Segment Start: Extracted information

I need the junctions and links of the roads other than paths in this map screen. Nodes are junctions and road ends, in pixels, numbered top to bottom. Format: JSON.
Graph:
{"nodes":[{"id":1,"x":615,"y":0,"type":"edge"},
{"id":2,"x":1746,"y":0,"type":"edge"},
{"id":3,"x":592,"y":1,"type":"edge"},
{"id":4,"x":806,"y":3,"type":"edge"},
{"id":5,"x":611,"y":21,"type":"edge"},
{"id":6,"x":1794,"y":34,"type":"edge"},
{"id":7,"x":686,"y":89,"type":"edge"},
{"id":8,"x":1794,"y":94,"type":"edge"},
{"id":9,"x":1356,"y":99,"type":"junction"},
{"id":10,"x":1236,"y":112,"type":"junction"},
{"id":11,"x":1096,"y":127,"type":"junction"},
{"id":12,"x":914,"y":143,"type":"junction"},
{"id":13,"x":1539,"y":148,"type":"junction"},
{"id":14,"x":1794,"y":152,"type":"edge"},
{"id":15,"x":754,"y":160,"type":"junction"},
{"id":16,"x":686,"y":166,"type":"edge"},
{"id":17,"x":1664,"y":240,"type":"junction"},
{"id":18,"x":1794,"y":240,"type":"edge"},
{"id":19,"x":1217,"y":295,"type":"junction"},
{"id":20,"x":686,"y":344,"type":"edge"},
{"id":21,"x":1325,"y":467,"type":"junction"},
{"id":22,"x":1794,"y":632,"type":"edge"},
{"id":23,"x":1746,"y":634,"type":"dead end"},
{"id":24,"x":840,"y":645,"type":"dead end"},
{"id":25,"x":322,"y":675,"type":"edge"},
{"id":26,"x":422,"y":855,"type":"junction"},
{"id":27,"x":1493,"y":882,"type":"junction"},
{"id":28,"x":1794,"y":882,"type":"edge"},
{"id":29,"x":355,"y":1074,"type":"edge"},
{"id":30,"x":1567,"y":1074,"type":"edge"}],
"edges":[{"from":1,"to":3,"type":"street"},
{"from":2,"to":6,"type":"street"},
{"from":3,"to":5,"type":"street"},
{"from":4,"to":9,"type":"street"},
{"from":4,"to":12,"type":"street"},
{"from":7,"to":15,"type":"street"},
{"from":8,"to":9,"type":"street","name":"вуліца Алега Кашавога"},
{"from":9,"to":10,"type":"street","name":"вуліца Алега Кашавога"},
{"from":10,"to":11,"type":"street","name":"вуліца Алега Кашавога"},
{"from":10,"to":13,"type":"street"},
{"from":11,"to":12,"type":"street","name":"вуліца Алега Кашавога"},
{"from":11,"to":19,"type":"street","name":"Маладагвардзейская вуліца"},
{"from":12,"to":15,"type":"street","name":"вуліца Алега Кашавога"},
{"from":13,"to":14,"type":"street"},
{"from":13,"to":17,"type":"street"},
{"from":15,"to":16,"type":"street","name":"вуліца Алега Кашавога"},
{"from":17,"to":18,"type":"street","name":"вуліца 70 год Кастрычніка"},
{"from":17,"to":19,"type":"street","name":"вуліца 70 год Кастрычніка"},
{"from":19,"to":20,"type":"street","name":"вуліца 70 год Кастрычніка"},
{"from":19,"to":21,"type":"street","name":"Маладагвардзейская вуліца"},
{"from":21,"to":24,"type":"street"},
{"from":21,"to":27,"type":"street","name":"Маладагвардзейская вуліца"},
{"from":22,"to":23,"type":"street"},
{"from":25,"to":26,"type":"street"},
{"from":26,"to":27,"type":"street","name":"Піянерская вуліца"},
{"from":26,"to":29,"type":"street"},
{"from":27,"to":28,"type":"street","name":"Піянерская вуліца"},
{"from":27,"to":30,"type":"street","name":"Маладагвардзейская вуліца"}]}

Segment End: Extracted information

- **Your goal**
Scan the material above for the string "Піянерская" and report each line where you find it.

- **Solution for this task**
{"from":26,"to":27,"type":"street","name":"Піянерская вуліца"},
{"from":27,"to":28,"type":"street","name":"Піянерская вуліца"},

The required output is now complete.